Both the Great Ormond Street team, and their colleagues at the Cinncinati Centre for Eosinophilic Disorders are hugely committed to both research and the provision of clinical support to the families, but they are very, very far away from finding the answers they need – or even finding the questions that they need to ask – to come to grips with this condition. While they will no doubt pursue every possible route, I cannot help wondering whether this might not be another area in which helminthic therapy might have a part to play – especially since one of the few roles for eosinophils that appear to have been indentified is as a defence against helminths and parasites.

(For those who are not familiar with helminthic therapy, it is based on the theory that for millenia humans, having co-existed with animals in what the 21st century would deem to be less than hygienic conditions, carried a low level of parasitic infection, but that it had been kept under control by the human immune system. However, thanks to the  hygeine preoccupations of 20th century medicine, parasites have been more or less totally wiped out from the digestive systems of most Western populations. As a result, the human immune system has become ‘deregulated’ – with no parasites to control on a daily basis, it is, effectively, under-occupied and is therefore ‘attacking’ as ‘invaders’ or toxins, either perfectly harmless foods [peanuts or gluten], inhaled allergens [pollen] or even parts of the body – the pancreas in diabetes, the myelin sheath in MS, the joints in rheumatoid arthritis.  Re-infecting the body with a low level of parasites or helminths re-focuses the immune system on a genuine threat and it therefore ceases to attack harmless proteins or organs and the allergy or auto-immune condition resolves.)

If one of the major roles of eosinophils is to use their toxic contents to defend against and control helminths, then, if they have no parasites or  helminths to control, is it reasonable to suppose that they are finding alternative targets, but, faut de mieux, these targets are the very organs that they are meant to defend? If so, might not re-introducing a low level of parasites/helminths reverse the situation?

I did put this question to Dr Neil Shah who heads up the team at Great Ormond Street managing EGIDs and he did not dismiss the idea but pointed out that, until they had absolute proof that the therapy was safe (trials at Nottingham University have suggested that it probably is) and effective, no doctor was going to touch it with a barge pole. Sadly, since there is no longer any government money available for independent research and since there is little money to made out of breeding helminths, no drug company is about to fund any research, and there seems to have been little progress since the Nottingham trials in 2008.

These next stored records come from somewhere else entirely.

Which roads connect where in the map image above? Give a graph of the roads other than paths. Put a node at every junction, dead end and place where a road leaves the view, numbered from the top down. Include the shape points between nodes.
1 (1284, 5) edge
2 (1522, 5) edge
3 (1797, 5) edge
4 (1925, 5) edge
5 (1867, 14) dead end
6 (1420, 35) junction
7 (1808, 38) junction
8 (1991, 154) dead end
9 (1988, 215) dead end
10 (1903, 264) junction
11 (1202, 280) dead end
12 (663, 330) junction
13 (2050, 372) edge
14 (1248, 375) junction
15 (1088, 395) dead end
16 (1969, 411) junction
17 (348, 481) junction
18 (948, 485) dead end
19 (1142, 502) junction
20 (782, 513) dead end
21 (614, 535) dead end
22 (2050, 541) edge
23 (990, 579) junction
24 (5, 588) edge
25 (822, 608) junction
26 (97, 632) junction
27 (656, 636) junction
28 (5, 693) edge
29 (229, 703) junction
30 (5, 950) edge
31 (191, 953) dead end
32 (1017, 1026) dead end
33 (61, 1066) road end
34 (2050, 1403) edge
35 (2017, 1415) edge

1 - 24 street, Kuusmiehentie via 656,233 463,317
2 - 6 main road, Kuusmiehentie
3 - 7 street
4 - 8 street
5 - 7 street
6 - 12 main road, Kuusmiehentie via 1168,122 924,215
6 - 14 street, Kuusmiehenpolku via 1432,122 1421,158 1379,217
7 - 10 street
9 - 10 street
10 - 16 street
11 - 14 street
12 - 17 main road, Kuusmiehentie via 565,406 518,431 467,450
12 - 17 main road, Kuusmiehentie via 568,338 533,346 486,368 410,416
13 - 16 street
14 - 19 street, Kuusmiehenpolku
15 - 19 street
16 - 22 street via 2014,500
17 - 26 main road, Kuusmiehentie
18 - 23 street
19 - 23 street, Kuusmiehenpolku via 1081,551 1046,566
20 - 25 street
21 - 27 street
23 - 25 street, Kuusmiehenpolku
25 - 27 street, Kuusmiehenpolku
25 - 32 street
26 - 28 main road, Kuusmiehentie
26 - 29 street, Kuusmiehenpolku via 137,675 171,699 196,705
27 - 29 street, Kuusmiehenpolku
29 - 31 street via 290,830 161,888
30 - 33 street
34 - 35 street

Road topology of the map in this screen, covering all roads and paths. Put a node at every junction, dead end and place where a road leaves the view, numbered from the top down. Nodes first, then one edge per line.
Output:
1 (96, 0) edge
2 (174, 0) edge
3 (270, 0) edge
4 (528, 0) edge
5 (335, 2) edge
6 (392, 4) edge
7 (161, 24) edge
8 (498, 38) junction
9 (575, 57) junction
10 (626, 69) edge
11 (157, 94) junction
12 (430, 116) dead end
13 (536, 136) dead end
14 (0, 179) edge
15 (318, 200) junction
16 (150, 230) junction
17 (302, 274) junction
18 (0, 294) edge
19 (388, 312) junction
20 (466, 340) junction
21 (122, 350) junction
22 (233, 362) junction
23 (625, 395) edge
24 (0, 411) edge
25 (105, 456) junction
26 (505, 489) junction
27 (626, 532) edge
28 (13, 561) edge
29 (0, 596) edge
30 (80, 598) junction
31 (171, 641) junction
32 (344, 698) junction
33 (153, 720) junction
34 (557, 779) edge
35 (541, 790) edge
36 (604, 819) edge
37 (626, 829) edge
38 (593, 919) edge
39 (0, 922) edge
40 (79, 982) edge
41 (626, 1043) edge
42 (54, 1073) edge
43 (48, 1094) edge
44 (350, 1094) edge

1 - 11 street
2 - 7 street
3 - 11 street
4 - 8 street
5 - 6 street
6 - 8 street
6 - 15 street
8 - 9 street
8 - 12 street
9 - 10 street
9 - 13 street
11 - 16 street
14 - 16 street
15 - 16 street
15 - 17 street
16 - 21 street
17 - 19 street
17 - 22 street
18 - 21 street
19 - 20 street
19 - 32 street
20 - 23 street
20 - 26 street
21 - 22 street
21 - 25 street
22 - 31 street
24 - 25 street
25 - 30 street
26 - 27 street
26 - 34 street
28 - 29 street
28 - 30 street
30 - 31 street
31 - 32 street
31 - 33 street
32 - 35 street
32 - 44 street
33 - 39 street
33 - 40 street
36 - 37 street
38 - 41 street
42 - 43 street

I am absolutely not suggesting that every parent with a child with EGIDS should immediately rush out to look for some hookworms with which to innoculate their child (all other considerations aside, there is a significant cost involved) but, given that the condition is so disabling and so horrendous for both the families and the children to manage, that there really does not yet seem to be, within the standard medical lexicon, any effective treatment, and that low dose parasitic infection appears to be entirely safe, maybe this is a route that should at least be considered by both therapists and families?